Abstract
Since the beginning of 20th century, when the G-tetrad was first discovered, scientists have been seeking to understand the role of G4 quadruplex structures (G4s) in replication, DNA damage, telomere integrity and the regulation of gene expression. However, it is likely that the field has just scratched the tip of the iceberg when it comes to assessing and interpreting the function of individual G4s, forming in a specific locus, in the complex context of chromatin. This is partially due to the limitations of available genome-wide G4 mapping methods, for example in terms of sensitivity and signal-to-noise ratio. Therefore, to further investigate G4 dynamics in mammalian cells, it is critical to develop robust, sensitive and quantitative methods to map endogenous G4s genome-wide.

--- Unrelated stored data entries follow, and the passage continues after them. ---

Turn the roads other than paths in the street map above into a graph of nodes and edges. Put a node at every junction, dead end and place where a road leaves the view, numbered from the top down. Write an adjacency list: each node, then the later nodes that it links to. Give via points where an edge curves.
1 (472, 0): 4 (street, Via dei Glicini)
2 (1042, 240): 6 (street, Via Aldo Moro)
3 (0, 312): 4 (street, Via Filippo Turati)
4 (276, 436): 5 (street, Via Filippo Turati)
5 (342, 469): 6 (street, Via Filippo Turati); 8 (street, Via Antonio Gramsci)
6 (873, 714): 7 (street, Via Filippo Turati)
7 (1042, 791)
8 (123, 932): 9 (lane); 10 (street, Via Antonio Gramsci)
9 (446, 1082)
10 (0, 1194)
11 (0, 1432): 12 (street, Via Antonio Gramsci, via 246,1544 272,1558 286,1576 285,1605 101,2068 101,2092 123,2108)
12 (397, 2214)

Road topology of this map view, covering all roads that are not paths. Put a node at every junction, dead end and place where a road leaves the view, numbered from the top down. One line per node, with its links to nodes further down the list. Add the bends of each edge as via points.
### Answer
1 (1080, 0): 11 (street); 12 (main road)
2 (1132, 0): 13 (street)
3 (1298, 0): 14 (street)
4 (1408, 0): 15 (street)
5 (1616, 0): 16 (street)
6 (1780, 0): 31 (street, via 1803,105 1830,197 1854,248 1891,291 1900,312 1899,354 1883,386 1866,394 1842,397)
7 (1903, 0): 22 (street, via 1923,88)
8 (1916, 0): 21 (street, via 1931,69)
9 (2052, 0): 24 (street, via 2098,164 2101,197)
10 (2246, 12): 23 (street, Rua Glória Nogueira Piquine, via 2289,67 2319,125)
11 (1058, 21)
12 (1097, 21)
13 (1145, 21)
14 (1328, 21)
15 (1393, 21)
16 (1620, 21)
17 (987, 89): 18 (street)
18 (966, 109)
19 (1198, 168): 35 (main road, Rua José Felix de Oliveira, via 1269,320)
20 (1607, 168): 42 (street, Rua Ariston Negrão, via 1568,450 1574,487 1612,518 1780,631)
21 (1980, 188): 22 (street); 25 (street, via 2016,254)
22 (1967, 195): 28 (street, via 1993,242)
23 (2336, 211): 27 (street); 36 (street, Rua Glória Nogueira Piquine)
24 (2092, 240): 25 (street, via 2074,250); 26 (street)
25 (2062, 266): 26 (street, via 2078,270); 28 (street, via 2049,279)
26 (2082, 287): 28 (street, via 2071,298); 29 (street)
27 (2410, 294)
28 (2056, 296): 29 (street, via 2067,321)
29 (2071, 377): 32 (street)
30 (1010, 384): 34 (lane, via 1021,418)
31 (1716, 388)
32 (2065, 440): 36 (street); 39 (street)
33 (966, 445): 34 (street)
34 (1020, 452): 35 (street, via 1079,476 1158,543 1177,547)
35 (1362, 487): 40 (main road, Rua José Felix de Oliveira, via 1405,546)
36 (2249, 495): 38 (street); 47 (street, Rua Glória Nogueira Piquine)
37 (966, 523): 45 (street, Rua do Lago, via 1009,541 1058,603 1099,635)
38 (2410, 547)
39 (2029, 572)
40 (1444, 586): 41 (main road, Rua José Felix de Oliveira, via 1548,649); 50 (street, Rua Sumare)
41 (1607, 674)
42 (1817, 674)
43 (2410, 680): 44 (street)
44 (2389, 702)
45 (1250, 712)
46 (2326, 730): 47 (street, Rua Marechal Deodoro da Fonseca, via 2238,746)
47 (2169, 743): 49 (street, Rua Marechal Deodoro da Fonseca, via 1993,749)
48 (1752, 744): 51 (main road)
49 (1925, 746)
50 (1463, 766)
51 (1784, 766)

To achieve this, in paper I, we developed a quantitative method for genome-wide G4 mapping, termed G4 qCUT&Tag, by combining a G4-specific antibody with a modified CUT&Tag. We showed that G4 qCUT&Tag accurately and reproducibly generates genome-wide G4 maps, allowing us to study: 1) G4 landscapes in mESCs; 2) relation of G4s with other chromatin features in mESCs; 3) G4 dynamics during transcription and mESCs differentiation; (4) correlation of G4s and R-loops.
G4s largely correlate with open chromatin, and since nucleosomes and G4s are mutually exclusive on a given stretch of DNA, it is believed that nucleosome dynamics affect G4 dynamics and vice versa. Thus, in paper II, we elucidated the mechanism of histone turnover and histone variant H3.3 incorporation in mESC-specific interstitial heterochromatin. We discovered that in the H3K9me3-featured heterochromatin the chromatin remodeler Smarcad1 evicts nucleosome and create accessible DNA, allowing H3.3 incorporation. The proposed model in paper II provided the basis for understanding the causal relationship between G4s and H3.3 incorporation in the heterochromatin.